■ **Problem to work on**: For every entry, reproduce the wording exactly and omit any image it holds.

(Dataset entries)
-=-=-=-=-

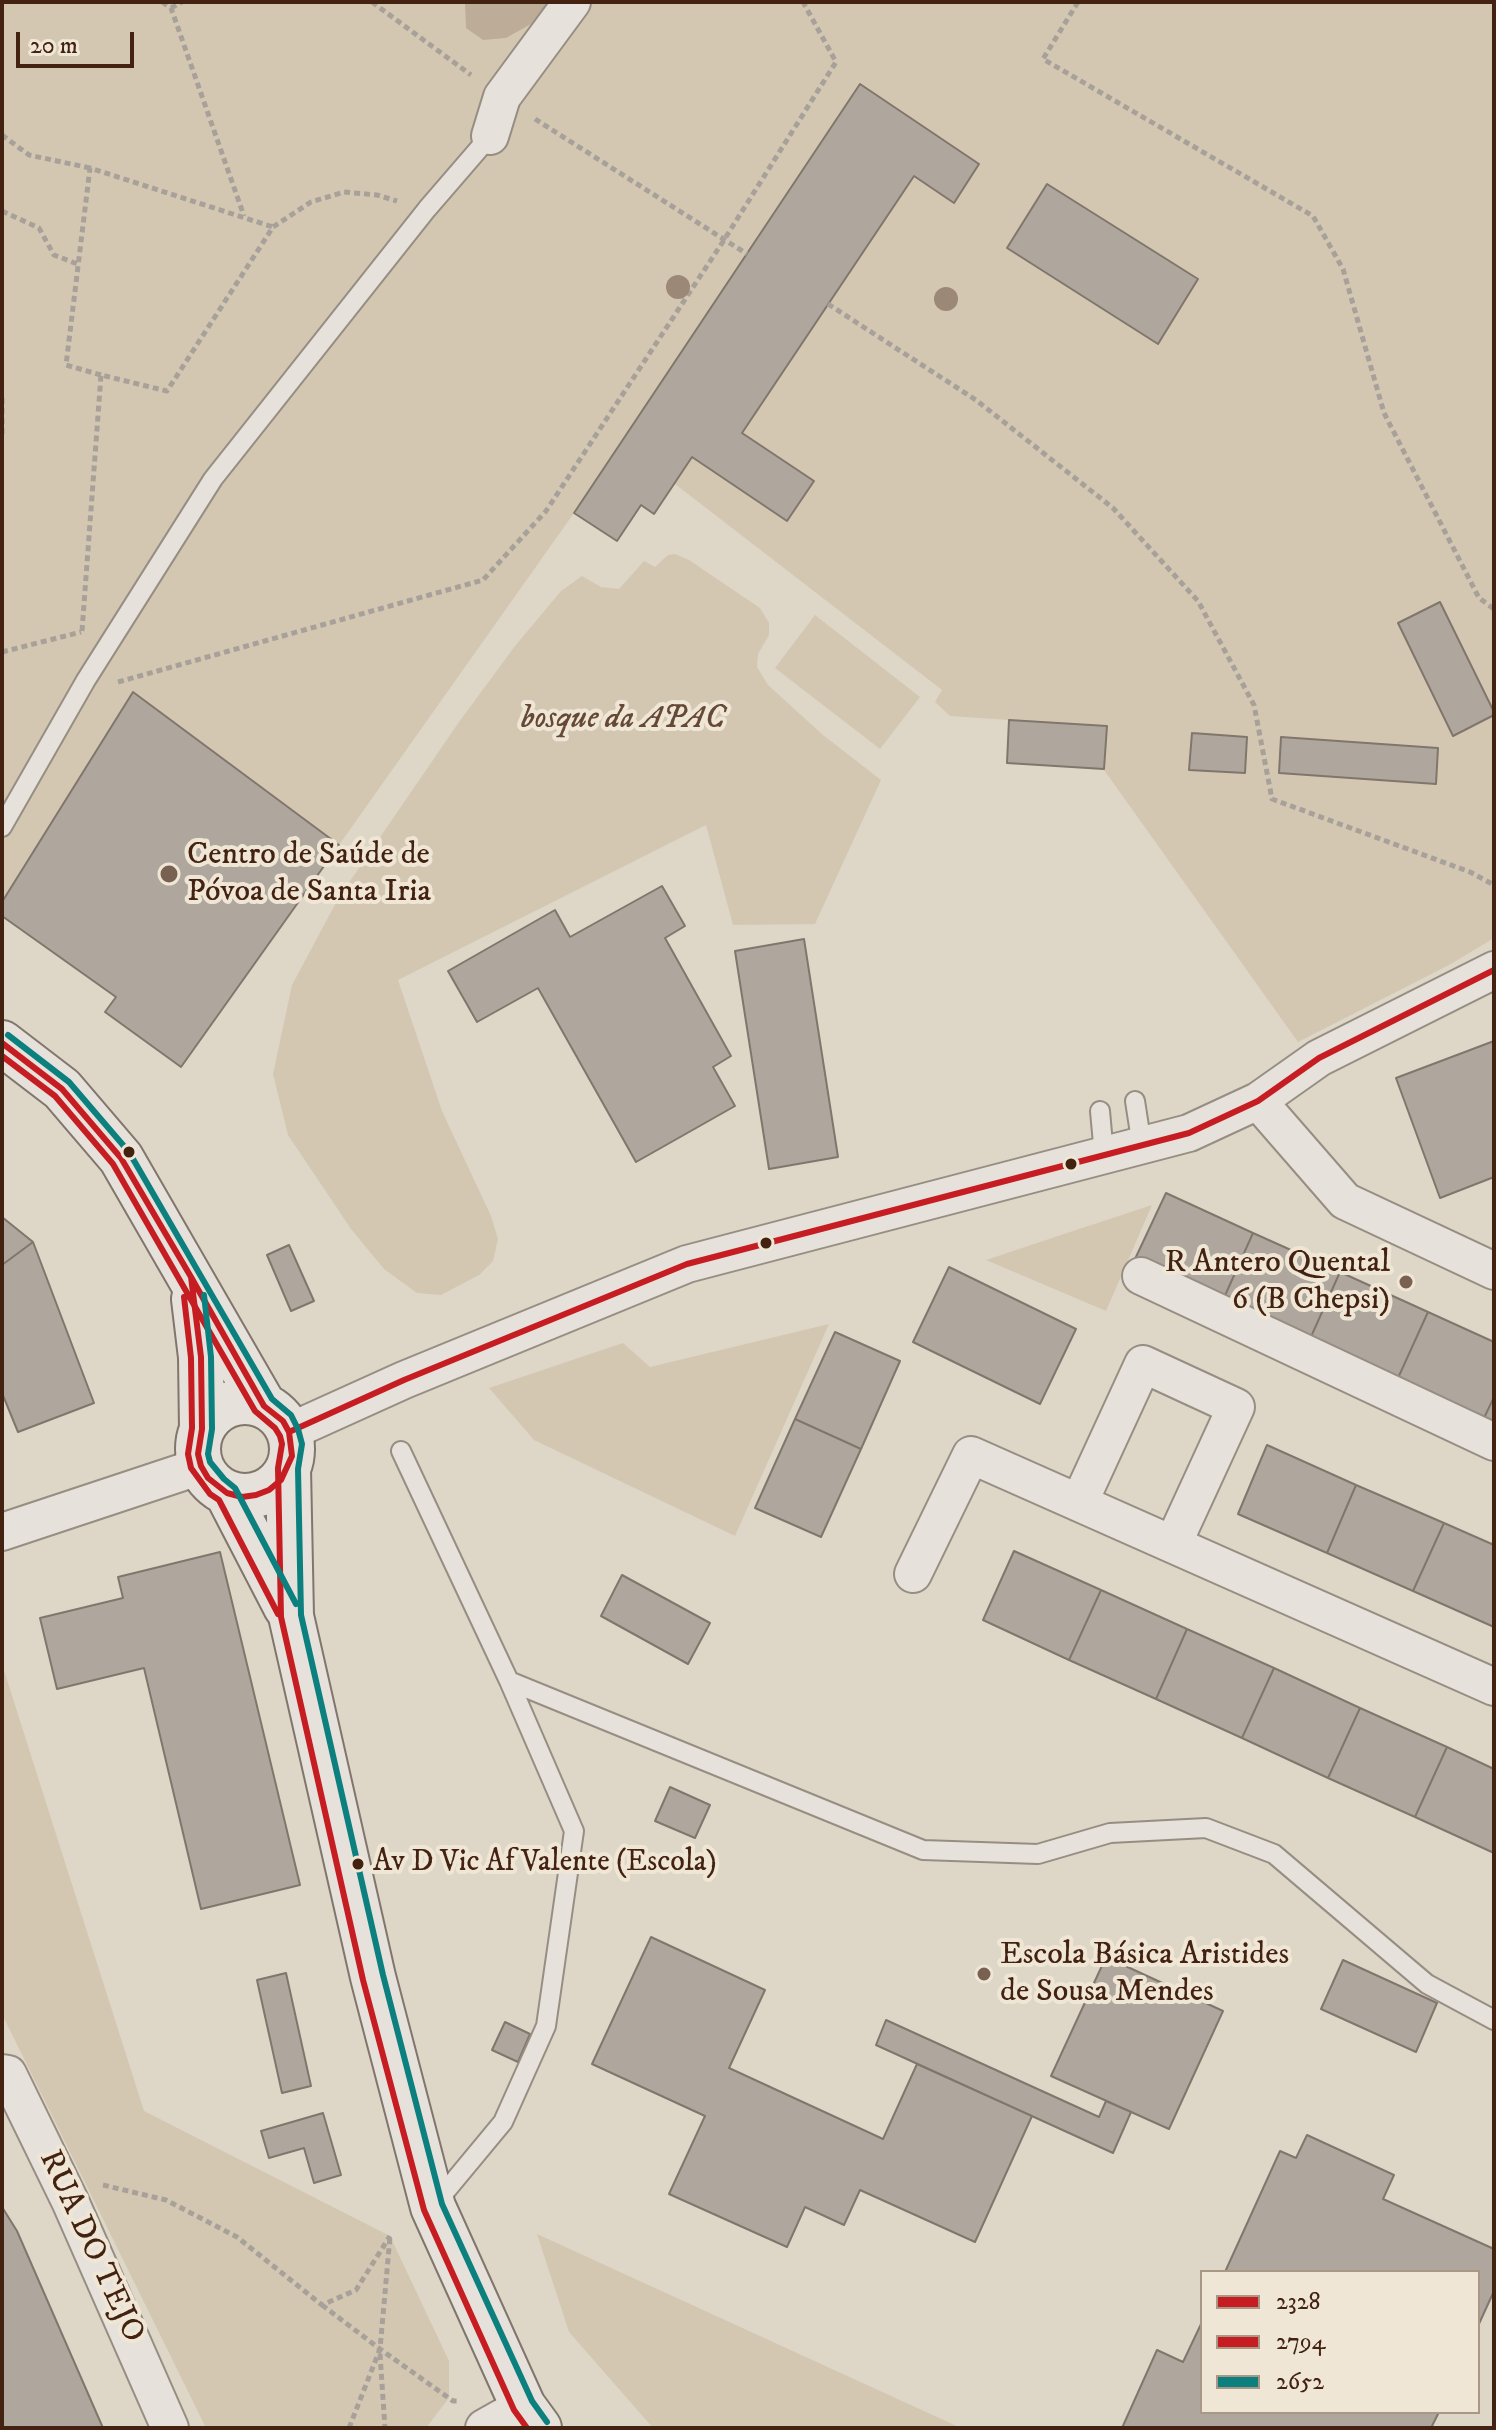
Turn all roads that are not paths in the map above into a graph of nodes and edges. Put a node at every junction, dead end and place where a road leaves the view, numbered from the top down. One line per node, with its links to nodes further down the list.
1 (572, 2): 2 (street)
2 (490, 136): 3 (lane)
3 (2, 827)
4 (1494, 970): 7 (street)
5 (2, 1043): 13 (street)
6 (1135, 1101): 9 (lane)
7 (1258, 1101): 9 (street); 11 (street)
8 (1100, 1111): 10 (lane)
9 (1142, 1146): 10 (street)
10 (1104, 1155): 14 (street)
11 (1494, 1271)
12 (1141, 1276): 15 (street)
13 (191, 1277): 14 (street); 17 (street)
14 (280, 1435): 17 (street); 17 (street); 22 (street)
15 (1494, 1442)
16 (401, 1451): 23 (lane)
17 (210, 1463): 19 (street); 22 (street)
18 (1079, 1503): 20 (street); 20 (street); 21 (street)
19 (2, 1532)
20 (1173, 1544): 24 (street)
21 (913, 1574)
22 (291, 1616): 27 (street)
23 (509, 1681): 25 (lane); 27 (lane)
24 (1494, 1687)
25 (1494, 2020)
26 (4, 2069): 29 (street, RUA DO TEJO)
27 (433, 2207): 28 (street)
28 (531, 2417): 30 (street)
29 (170, 2428)
30 (484, 2428)

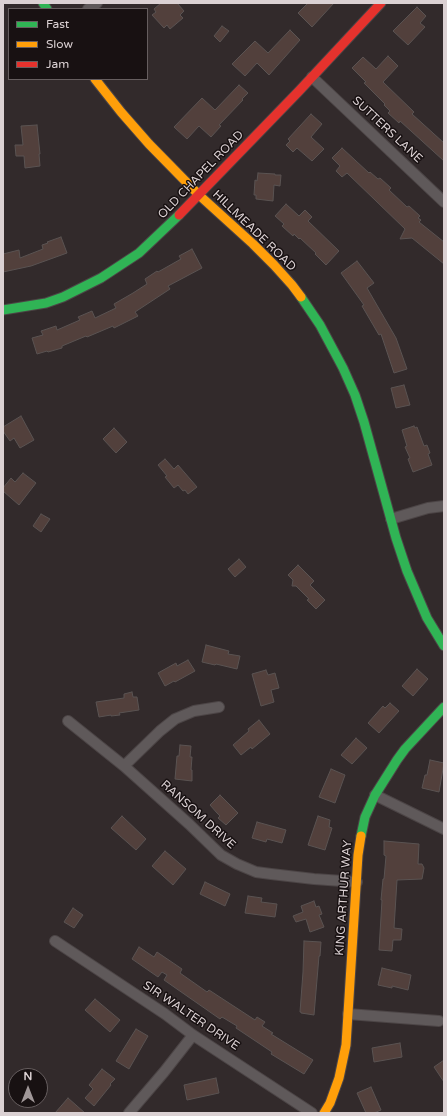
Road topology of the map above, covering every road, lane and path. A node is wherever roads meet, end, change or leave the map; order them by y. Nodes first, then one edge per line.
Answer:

-=-=-=-=-

■ **Answer below**:
Turn all roads that are not paths in the map above into a graph of nodes and edges. Put a node at every junction, dead end and place where a road leaves the view, numbered from the top down. One line per node, with its links to nodes further down the list.
1 (572, 2): 2 (street)
2 (490, 136): 3 (lane)
3 (2, 827)
4 (1494, 970): 7 (street)
5 (2, 1043): 13 (street)
6 (1135, 1101): 9 (lane)
7 (1258, 1101): 9 (street); 11 (street)
8 (1100, 1111): 10 (lane)
9 (1142, 1146): 10 (street)
10 (1104, 1155): 14 (street)
11 (1494, 1271)
12 (1141, 1276): 15 (street)
13 (191, 1277): 14 (street); 17 (street)
14 (280, 1435): 17 (street); 17 (street); 22 (street)
15 (1494, 1442)
16 (401, 1451): 23 (lane)
17 (210, 1463): 19 (street); 22 (street)
18 (1079, 1503): 20 (street); 20 (street); 21 (street)
19 (2, 1532)
20 (1173, 1544): 24 (street)
21 (913, 1574)
22 (291, 1616): 27 (street)
23 (509, 1681): 25 (lane); 27 (lane)
24 (1494, 1687)
25 (1494, 2020)
26 (4, 2069): 29 (street, RUA DO TEJO)
27 (433, 2207): 28 (street)
28 (531, 2417): 30 (street)
29 (170, 2428)
30 (484, 2428)

Road topology of the map above, covering every road, lane and path. A node is wherever roads meet, end, change or leave the map; order them by y. Nodes first, then one edge per line.
Answer:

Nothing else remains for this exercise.